_Problem_: Look through the lines below; wherever the word "graph" appears, copy that line.

##### Records for this exercise

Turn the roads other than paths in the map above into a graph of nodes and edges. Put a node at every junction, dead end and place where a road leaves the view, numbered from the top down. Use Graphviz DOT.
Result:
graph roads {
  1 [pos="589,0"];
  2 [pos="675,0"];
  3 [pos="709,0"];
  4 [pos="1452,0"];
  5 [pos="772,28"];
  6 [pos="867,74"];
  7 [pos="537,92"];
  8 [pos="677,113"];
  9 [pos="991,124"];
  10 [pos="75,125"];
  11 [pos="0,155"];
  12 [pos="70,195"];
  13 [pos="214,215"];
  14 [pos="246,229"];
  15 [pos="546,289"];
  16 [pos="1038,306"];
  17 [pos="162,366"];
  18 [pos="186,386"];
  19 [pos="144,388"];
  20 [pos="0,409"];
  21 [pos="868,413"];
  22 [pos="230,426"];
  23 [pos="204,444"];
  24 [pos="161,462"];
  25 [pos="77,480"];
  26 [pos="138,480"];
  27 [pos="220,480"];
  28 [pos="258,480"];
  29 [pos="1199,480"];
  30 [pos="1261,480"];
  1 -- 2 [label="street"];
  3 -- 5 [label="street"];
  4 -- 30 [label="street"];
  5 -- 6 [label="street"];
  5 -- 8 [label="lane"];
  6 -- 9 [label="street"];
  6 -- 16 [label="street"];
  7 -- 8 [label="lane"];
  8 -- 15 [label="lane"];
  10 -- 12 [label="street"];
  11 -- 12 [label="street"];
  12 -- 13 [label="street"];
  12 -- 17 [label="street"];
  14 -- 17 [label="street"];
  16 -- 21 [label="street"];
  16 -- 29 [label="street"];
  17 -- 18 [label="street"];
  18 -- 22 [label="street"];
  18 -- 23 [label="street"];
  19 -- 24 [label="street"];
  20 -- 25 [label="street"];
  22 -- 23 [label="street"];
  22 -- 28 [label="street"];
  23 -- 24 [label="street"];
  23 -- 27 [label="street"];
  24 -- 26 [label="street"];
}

##########

_Answer to this exercise_:
Turn the roads other than paths in the map above into a graph of nodes and edges. Put a node at every junction, dead end and place where a road leaves the view, numbered from the top down. Use Graphviz DOT.
graph roads {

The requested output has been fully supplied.